§ Work request
Locate each line below that includes "linecap" and reproduce it.

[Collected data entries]
=== Section Start ===

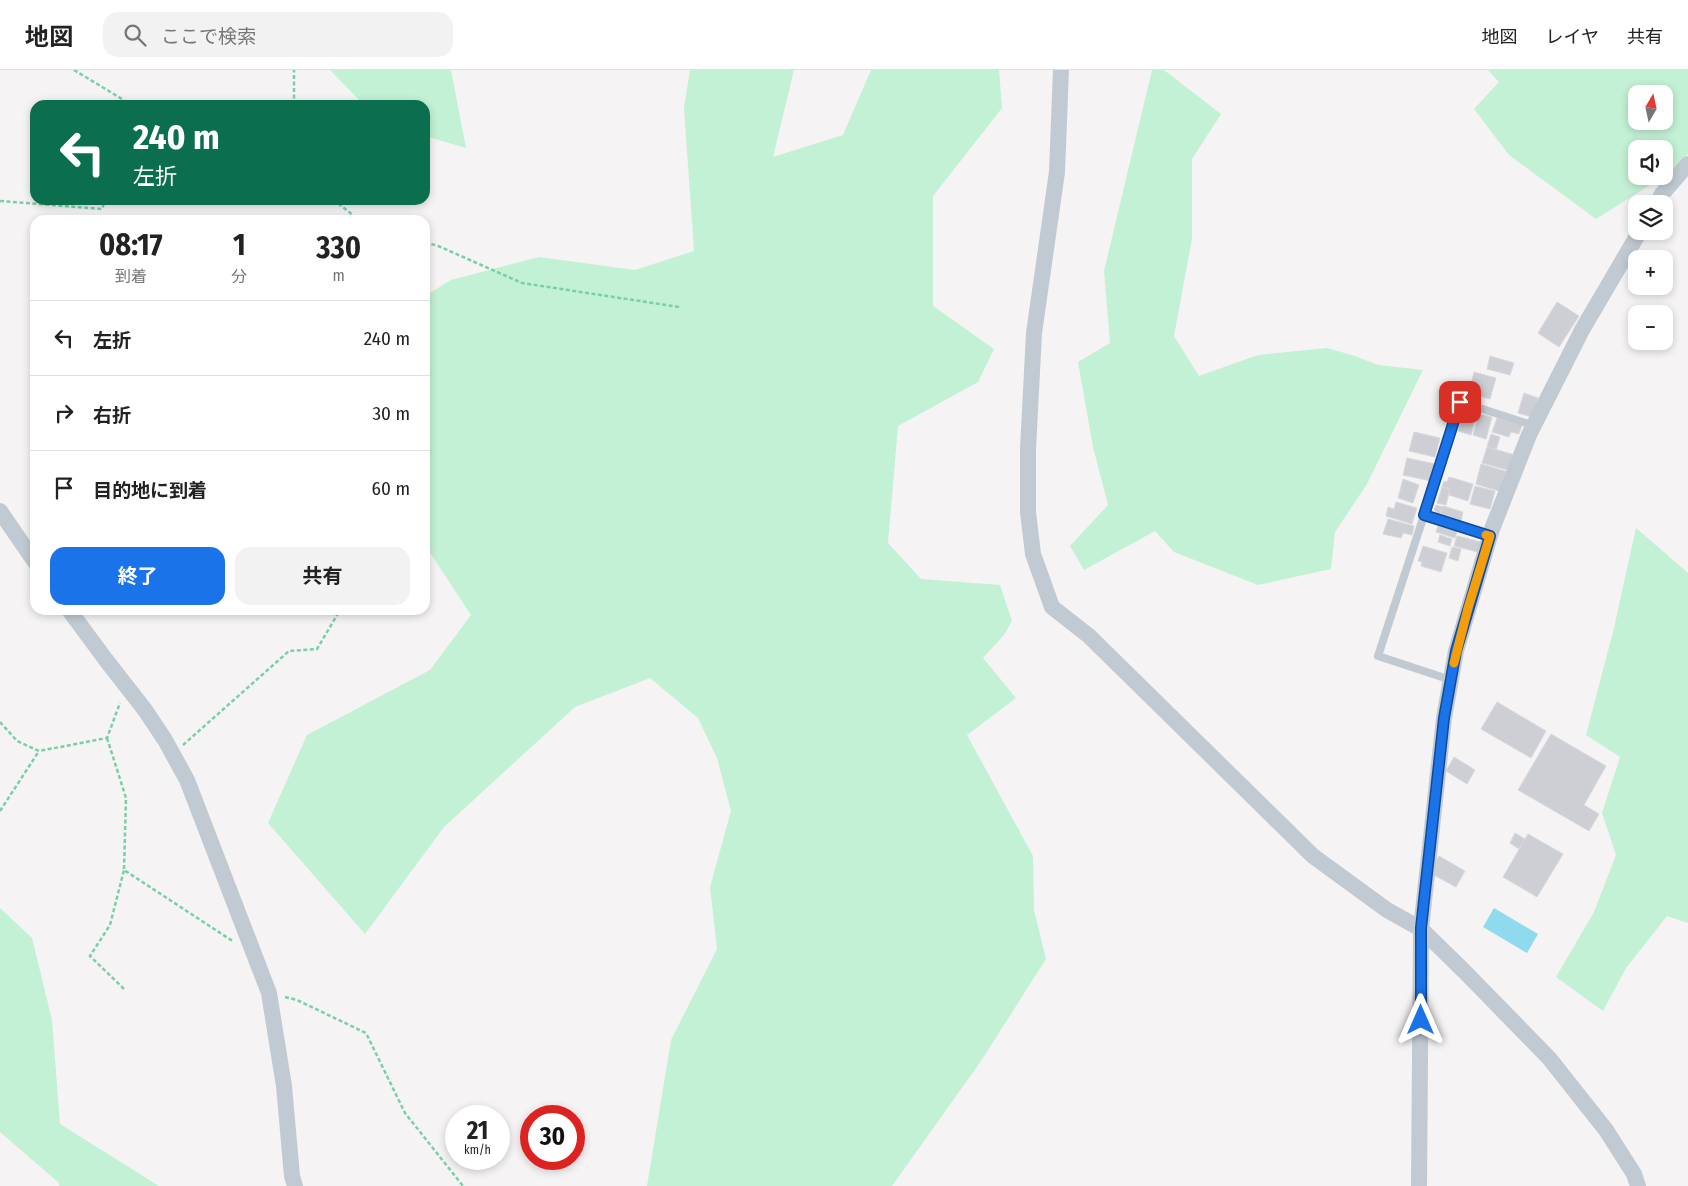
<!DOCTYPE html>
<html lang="ja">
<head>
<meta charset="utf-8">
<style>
	:root { --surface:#fff; --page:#f2f2f2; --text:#222; --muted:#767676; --line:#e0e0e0; --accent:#1a73e8 }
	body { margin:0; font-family:"Fira Sans Condensed","Noto Sans JP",sans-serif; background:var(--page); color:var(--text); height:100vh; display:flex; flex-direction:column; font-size:19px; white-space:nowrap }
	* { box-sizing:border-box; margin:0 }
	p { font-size:16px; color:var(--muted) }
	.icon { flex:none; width:28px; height:28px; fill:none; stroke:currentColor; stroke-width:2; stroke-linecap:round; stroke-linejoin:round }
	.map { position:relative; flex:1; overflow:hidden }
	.details { position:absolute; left:30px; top:145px; width:400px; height:400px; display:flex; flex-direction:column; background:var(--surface); border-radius:15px; box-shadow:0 2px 8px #0003 }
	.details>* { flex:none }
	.top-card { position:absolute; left:30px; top:30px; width:400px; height:105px; border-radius:15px; box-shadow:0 2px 8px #0003; background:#0b6e4f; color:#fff; overflow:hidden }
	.needle { width:32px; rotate:9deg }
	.buttons { position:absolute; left:1628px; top:15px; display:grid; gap:10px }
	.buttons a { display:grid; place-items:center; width:45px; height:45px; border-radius:10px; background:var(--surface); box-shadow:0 2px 8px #0003; font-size:25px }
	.speed { position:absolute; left:445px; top:1035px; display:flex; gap:10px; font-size:25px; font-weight:700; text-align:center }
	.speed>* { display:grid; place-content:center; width:65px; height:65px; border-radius:50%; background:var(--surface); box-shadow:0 2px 8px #0003; line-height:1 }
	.speed small { font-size:12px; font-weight:400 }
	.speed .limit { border:8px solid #d22; background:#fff; color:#111 }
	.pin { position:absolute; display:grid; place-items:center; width:42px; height:42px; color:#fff; margin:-21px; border-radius:10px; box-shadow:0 2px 8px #0006 }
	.me { position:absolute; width:55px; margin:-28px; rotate:0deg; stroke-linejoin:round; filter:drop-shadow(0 0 4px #0008) }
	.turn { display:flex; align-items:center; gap:18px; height:105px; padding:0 20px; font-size:22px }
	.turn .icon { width:65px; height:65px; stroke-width:2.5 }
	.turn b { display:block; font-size:35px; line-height:42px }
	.eta { display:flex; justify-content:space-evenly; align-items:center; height:85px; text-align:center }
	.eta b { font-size:30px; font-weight:700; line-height:35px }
	.cta { display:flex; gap:10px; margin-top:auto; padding:10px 20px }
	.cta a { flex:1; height:58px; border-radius:15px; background:var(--accent); color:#fff; font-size:20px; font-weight:700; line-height:58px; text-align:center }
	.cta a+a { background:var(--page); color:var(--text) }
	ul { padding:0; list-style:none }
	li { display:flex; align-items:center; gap:15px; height:75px; padding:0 20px; border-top:1px solid var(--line) }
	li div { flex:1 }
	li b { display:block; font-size:19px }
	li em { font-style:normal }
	header { display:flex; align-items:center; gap:30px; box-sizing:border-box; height:70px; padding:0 25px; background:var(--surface); border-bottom:1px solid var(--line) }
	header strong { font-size:24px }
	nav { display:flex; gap:28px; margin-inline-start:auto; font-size:18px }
	.search { width:350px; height:45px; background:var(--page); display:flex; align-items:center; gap:12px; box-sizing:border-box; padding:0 18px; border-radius:15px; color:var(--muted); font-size:19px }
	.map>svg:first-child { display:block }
	.green { fill:#c3f1d5; fill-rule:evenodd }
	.water { fill:#90daee }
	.building { fill:#cdcfd5; stroke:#d7d9de }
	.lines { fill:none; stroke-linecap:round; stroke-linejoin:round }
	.path { stroke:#7ad0a6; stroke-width:2.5; stroke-dasharray:4 2.5; stroke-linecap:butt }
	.lane { stroke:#c1cad2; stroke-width:8 }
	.street { stroke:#c1cad2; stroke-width:16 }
	.route-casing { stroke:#114b97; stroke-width:12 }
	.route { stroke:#1a73e8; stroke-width:9 }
	.slow { stroke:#f59e0b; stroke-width:9 }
</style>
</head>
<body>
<header>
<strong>地図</strong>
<div class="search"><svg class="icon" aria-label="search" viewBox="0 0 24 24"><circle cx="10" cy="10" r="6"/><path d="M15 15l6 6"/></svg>ここで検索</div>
<nav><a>地図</a><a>レイヤ</a><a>共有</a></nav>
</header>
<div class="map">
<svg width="1688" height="1116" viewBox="0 0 1688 1116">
	<rect width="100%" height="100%" fill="#f5f3f3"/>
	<!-- green -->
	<path class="green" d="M330,0h121l15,78 -41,-12v-31h-61z
		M690,0h104l-21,87 70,-22 28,-65h128l3,38 -69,88v110l61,43 -16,33 -80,44 -10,117 33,36 79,6 12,36 -8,14 -21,23 33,40 -49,37 66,121 1,54 12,49 -65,102 -89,125h-245l24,-146 46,-91 -7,-62 21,-76 -14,-53 -19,-40 -48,-40 -75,29 -131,120 -79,107 -97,-111 39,-88 123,-65 41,-55 -46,-70v-249l26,-16 88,-23 96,13 59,-19 -10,-143z
		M1152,0h12l57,44 -29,45v80l-18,97 25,40 59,-21 69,-7 28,8 23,9 45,5 -56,114 -32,48 -4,37 -73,16 -84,-33 -19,-21 -71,39 -14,-24 38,-41 -15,-58 -15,-85 32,-19 -6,-72z
		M1488,0h200v84l-22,21 -70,44 -87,-64 -35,-46 25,-27zM1636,24h28v27h-28zM1636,79h28v27h-28z
		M1636,458l52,45v350l-21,-7 -41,52 -23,43 -47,-34 38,-65 22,-57 -14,-42 18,-56 -34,-22 28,-107z
		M0,838l32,30 20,82 8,104 99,62h-100v-3l-59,-51z"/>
	<!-- water -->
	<path class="water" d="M1494,838l44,26 -11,19 -44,-26z"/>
	<!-- building -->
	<path class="building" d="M1557,232l22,14 -20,31 -21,-14z
		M1490,286l24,7 -4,12 -23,-6z
		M1474,302l22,6 -6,21 -21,-6z
		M1524,323l14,5 -6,19 -14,-4z
		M1464,342l12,4 -5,19 -13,-4z
		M1479,344l13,3 -6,22 -13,-4z
		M1497,348l25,7 -3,9 -8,-2 -2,5 -17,-5z
		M1414,362l26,6 -5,19 -26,-6z
		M1491,364l9,3 -4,13 -9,-3z
		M1487,377l28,8 -4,16 -29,-8z
		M1407,388l28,6 -4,17 -28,-6z
		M1481,394l27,8 -6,20 -26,-8z
		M1449,407l24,7 -5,17 -19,-6 1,-6 -8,-2 2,-6 3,1z
		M1403,409l16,6 -6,18 -15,-5z
		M1475,416l20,5 -5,18 -20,-5z
		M1442,417l8,2 -4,16 -9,-2z
		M1396,432l21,6 -5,16 -26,-8 2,-9 6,2z
		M1436,435l7,2 -3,8 -6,-5z
		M1443,436l20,6 -2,9 -21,-6z
		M1388,449l26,7 -2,9 -9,-2 -2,5 -18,-4z
		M1438,456l19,5 -2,7 -19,-6z
		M1440,465l12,4 -2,7 -12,-4z
		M1457,466l24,6 -3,10 -24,-6z
		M1423,476l24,7 -6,19 -20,-6 1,-4 -4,-1z
		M1452,477l9,2 -3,12 -9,-3z
		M1497,632l49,29 -15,27 -50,-29z
		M1551,664l55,32 -22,39 15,9 -10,17 -71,-41z
		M1454,687l21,13 -8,14 -21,-13z
		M1515,763l10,6 -6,10 -9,-6z
		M1528,764l35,20 -26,43 -34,-20z
		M1439,786l26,15 -9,16 -26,-14z"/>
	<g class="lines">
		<!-- path -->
		<path class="path" d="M74,0l58,35
			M294,35v-35
			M319,130l20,4 20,16
			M0,131l102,8 3,-9
			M425,173l11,2 86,38 157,24
			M0,652l17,19 22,10 68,-13 13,-35
			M107,668l19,60 -2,72 110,72
			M183,675l106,-94 28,-2 23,-39
			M0,741l39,-60
			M124,919l-34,-33 20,-31 14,-55
			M285,927l12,3 69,33 39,80 58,73"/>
		<!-- lane -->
		<path class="lane" d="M1424,445l66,21
			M1451,610l-73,-24 83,-254 74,24"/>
		<!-- street -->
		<path class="street" d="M1061,0l-4,102 -23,161 -6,116v63l5,42 19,53 37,29 224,220 74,54 34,19 44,43 84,86 57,72 28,44 4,12
			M1657,134l5,-10 26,-30
			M0,441l35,51
			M69,540l37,50 39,50 20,30 22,40 82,213 15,93 8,90 3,10
			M1419,1116l2,-257 23,-211 12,-67 36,-122 37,-94 53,-105 58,-99"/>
	</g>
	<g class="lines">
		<!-- route casing -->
		<g class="route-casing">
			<path id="route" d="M1421,950v-92l23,-210 12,-67 34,-115 -66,-21 36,-113"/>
		</g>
		<!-- route -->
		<use href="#route" class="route"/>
		<!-- slow -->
		<path class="slow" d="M1454,593l14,-55 22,-72 -4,-1"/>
	</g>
</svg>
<div class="buttons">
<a><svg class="needle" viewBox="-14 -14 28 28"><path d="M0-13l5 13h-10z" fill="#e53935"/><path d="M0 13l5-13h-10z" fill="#767676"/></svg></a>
<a><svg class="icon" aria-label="sound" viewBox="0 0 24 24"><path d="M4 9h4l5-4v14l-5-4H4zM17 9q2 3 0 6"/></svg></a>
<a><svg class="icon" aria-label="layers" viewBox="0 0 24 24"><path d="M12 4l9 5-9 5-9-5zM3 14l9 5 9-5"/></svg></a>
<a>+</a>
<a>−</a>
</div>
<div class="speed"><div>21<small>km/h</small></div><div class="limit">30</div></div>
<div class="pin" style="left:1460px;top:332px;background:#d93025"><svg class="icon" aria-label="arrive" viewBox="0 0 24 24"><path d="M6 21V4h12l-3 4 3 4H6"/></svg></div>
<svg class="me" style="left:1421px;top:950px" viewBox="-20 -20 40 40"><path d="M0-17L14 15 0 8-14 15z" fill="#1a73e8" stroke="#fff" stroke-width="4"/></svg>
<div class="top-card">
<div class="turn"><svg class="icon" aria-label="left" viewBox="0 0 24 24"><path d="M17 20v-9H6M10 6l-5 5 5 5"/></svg><div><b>240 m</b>左折</div></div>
</div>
<section class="details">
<div class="eta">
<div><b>08:17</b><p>到着</p></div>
<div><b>1</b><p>分</p></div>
<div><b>330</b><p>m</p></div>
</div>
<ul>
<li><svg class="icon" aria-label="left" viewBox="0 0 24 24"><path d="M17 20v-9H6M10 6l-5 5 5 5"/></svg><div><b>左折</b></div><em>240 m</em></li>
<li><svg class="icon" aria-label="right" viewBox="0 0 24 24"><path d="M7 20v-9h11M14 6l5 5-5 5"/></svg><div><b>右折</b></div><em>30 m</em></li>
<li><svg class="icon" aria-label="arrive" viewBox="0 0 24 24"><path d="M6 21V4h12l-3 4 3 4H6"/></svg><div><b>目的地に到着</b></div><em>60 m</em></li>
</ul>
<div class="cta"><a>終了</a><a>共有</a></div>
</section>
</div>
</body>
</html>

=== Section End ===

§ Completed exercise
	.icon { flex:none; width:28px; height:28px; fill:none; stroke:currentColor; stroke-width:2; stroke-linecap:round; stroke-linejoin:round }
	.lines { fill:none; stroke-linecap:round; stroke-linejoin:round }
	.path { stroke:#7ad0a6; stroke-width:2.5; stroke-dasharray:4 2.5; stroke-linecap:butt }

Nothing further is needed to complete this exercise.